Permalink 11:38:39 am, by fourth, 299 words, 283 views   English (US)
Categories: General

NJ: Anonymous 911 call of a domestic battery going on was found objectively unreliable and police could not search

Officers responded to a de facto anonymous 911 call that defendant was beating his girlfriend, the caller’s sister. The police arrived and found nothing that would support that domestic violence was going on. They frisked defendant and found no gun. They searched the house and found a gun. Objectively, searches were invalid under the “emergency-aid test.” New Jersey law should now comport with federal law on this issue. State v. Edmonds, 211 N.J. 117, 47 A.3d 737 (2012):

In light of recent federal precedent, we conclude that the second factor in the emergency-aid test set forth in Frankel, which addresses the officer's subjective motivation, is no longer consonant with Fourth Amendment jurisprudence. Since Frankel, the United States Supreme Court has made clear that, in the emergency-aid context, the subjective motivation of a police officer is irrelevant in determining whether a search or seizure is unreasonable under the Fourth Amendment. Brigham City v. Stuart, 547 U.S. 398, 404-05, 126 S. Ct. 1943, 1948, 164 L. Ed. 2d 650, 658 (2006). Rather, the test is simply one of objective reasonableness -- viewing the circumstances objectively, were the actions of the officer justified. Ibid.; Michigan v. Fisher, 558 U.S. __, __ , 130 S. Ct. 546, 548, 175 L. Ed. 2d 410, 413 (2009) ("This 'emergency aid exception' does not depend on the officers' subjective intent or the seriousness of any crime they are investigating when the emergency arises. It requires only 'an objectively reasonable basis for believing,' that 'a person within [the house] is in need of immediate aid.'" (citations omitted)).

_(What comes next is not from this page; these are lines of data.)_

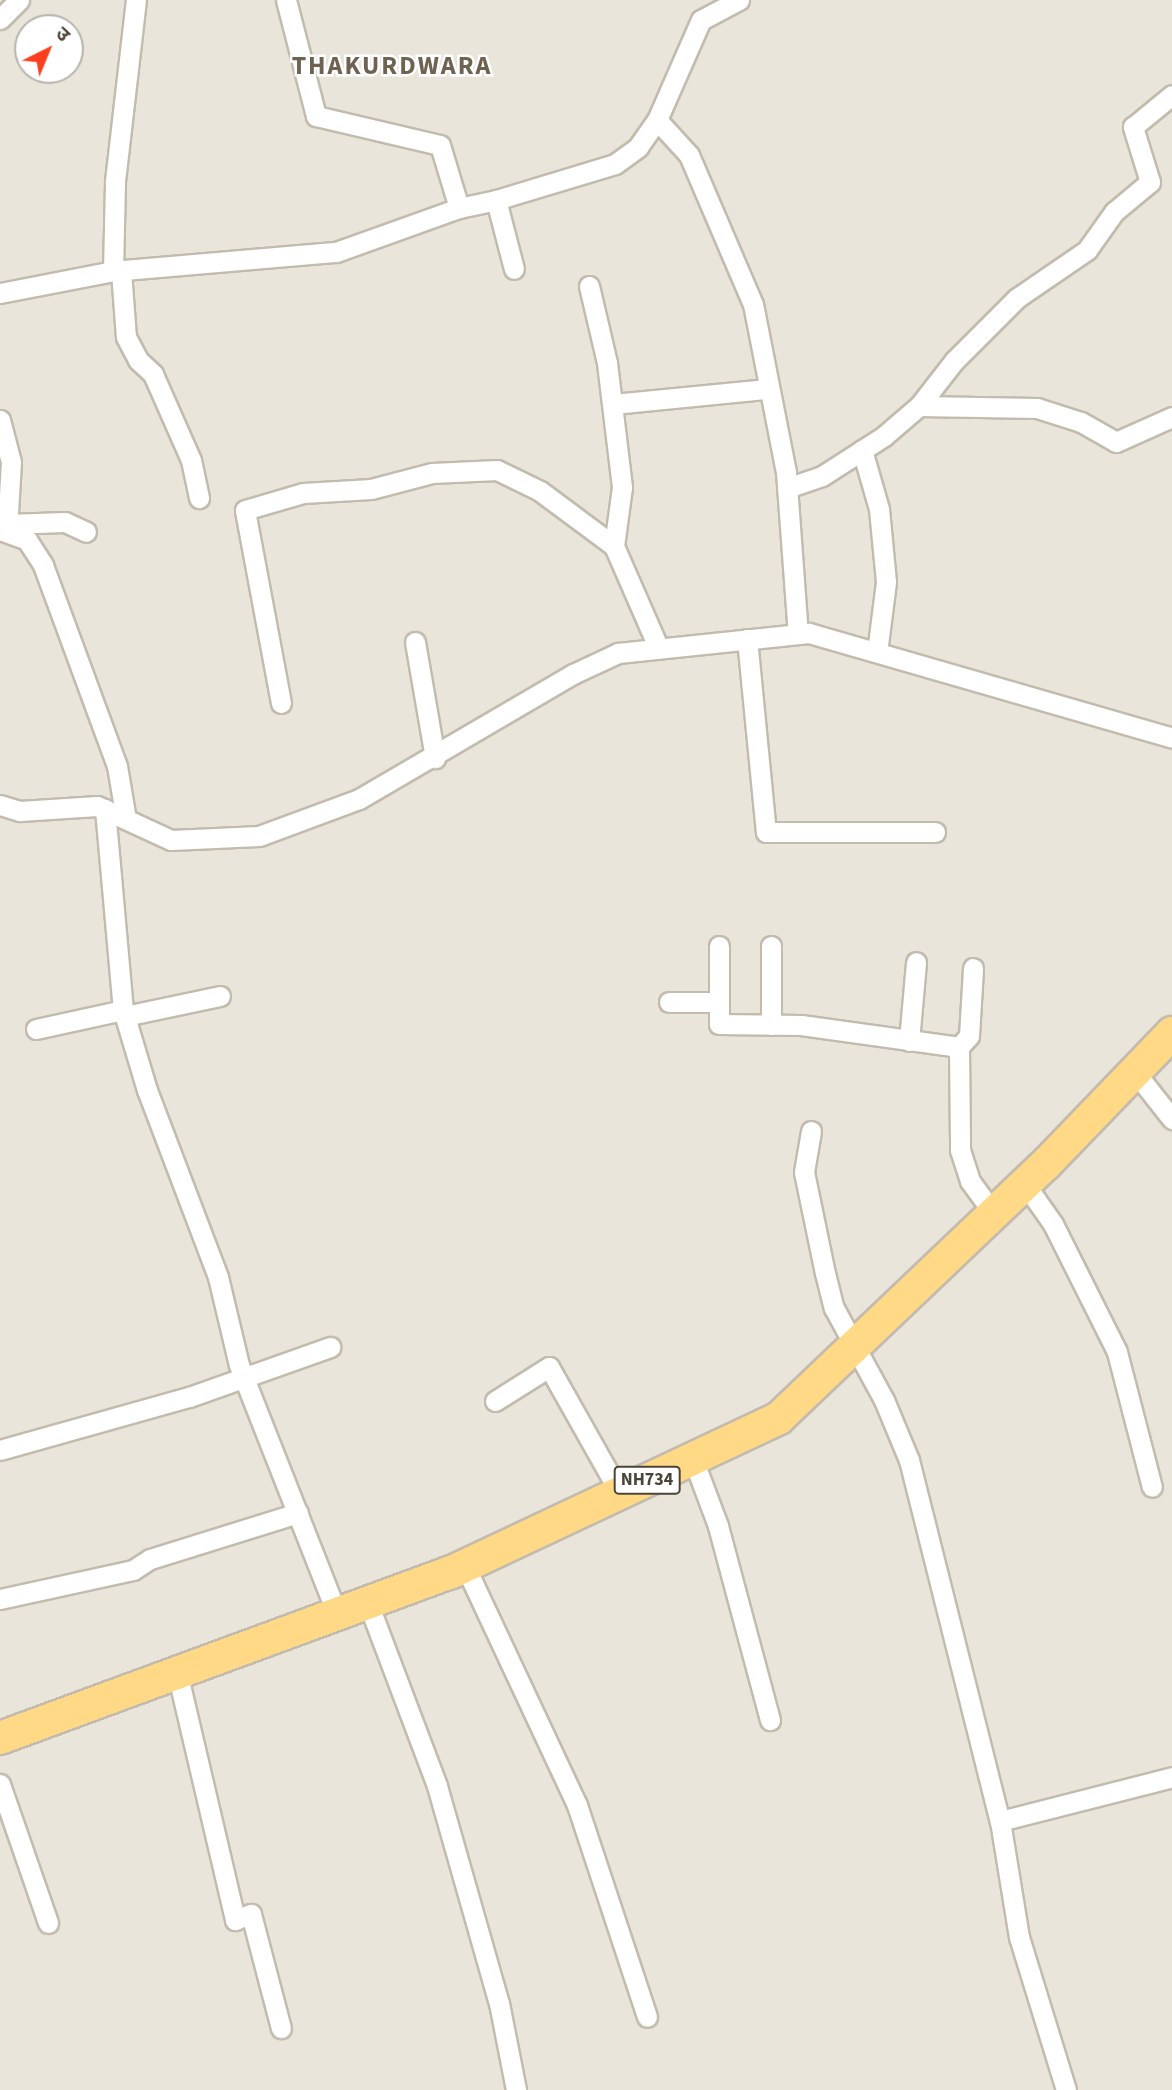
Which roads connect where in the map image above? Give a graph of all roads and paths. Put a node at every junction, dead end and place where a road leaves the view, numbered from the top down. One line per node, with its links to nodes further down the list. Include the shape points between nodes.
1 (19, 0): 5 (street)
2 (136, 0): 11 (street, via 115,181)
3 (286, 0): 9 (street, via 316,117 440,145)
4 (739, 0): 7 (street, via 701,20)
5 (0, 19)
6 (1172, 95): 16 (street, via 1133,127 1150,182 1114,212 1087,250 985,328)
7 (657, 120): 8 (street, via 615,164); 14 (street, via 688,155 753,304)
8 (496, 200): 9 (street); 10 (street)
9 (460, 208): 11 (street, via 336,252)
10 (514, 269)
11 (117, 271): 13 (street); 21 (street, via 126,337 138,360 153,374 191,460)
12 (589, 286): 15 (street)
13 (0, 293)
14 (768, 389): 15 (street); 20 (street)
15 (613, 404): 24 (street, via 622,487)
16 (919, 406): 17 (street, via 1037,408 1081,422 1116,442); 19 (street)
17 (1172, 417)
18 (0, 420): 22 (street, via 11,462)
19 (862, 450): 20 (street, via 822,476); 29 (street, via 879,509 886,582)
20 (787, 488): 25 (street)
21 (199, 498)
22 (5, 528): 23 (street, via 65,522); 35 (street, via 27,540 43,565 117,766)
23 (86, 532)
24 (614, 546): 28 (street); 30 (street, via 540,491 497,470 432,473 371,489 303,493 245,510)
25 (798, 634): 26 (street); 29 (street)
26 (747, 639): 28 (street); 36 (street, via 766,832)
27 (415, 642): 32 (street)
28 (659, 649): 32 (street, via 618,653 573,674)
29 (877, 652): 31 (street)
30 (281, 703)
31 (1172, 738)
32 (435, 758): 35 (street, via 359,799 259,836 171,840)
33 (0, 805): 34 (street, via 20,811)
34 (105, 809): 35 (street); 44 (street)
35 (126, 819)
36 (935, 832)
37 (719, 946): 43 (street)
38 (771, 946): 45 (street)
39 (916, 962): 48 (street)
40 (973, 968): 49 (street, via 969,1036)
41 (220, 996): 44 (street)
42 (669, 1002): 43 (street)
43 (719, 1002): 45 (street, via 719,1024)
44 (124, 1013): 46 (street); 57 (street, via 147,1090 218,1277)
45 (771, 1026): 48 (street)
46 (36, 1028)
47 (1172, 1033): 50 (highway, NH734)
48 (909, 1041): 49 (street)
49 (959, 1047): 54 (street, via 960,1150 970,1181)
50 (1135, 1072): 51 (street); 53 (highway, NH734)
51 (1172, 1119)
52 (811, 1131): 55 (street, via 804,1172 834,1308)
53 (1025, 1185): 54 (highway, NH734); 61 (street, via 1053,1224 1116,1352)
54 (994, 1214): 55 (highway, NH734)
55 (855, 1346): 60 (highway, NH734, via 779,1418); 73 (street, via 909,1460)
56 (330, 1347): 57 (street)
57 (246, 1378): 59 (street); 63 (street)
58 (495, 1401): 62 (street, via 549,1367)
59 (0, 1450)
60 (693, 1459): 62 (highway, NH734); 69 (street, via 718,1526)
61 (1152, 1487)
62 (620, 1493): 64 (highway, NH734)
63 (298, 1513): 65 (street, via 150,1559 133,1570); 67 (street)
64 (465, 1566): 66 (highway, NH734); 75 (street, via 577,1805)
65 (0, 1599)
66 (369, 1602): 67 (highway, NH734); 77 (street, via 444,1810 499,2003)
67 (337, 1614): 68 (highway, NH734)
68 (177, 1672): 70 (highway, NH734); 76 (street, via 235,1920 251,1914)
69 (769, 1720)
70 (0, 1738)
71 (1172, 1776): 73 (street)
72 (0, 1784): 74 (street)
73 (1000, 1821): 78 (street, via 1019,1937)
74 (48, 1923)
75 (647, 2018)
76 (281, 2028)
77 (516, 2090)
78 (1066, 2090)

The Ninth and Tenth Circuits had a three-part emergency-aid test -- almost identical to the one in Frankel -- and eliminated the subjective-motivation factor in the wake of Brigham City. United States v. Snipe, 515 F.3d 947, 951-52 (9th Cir. 2008); United States v. Najar, 451 F.3d 710, 718 (10th Cir. 2006).6 We now do the same to align our jurisprudence with federal law.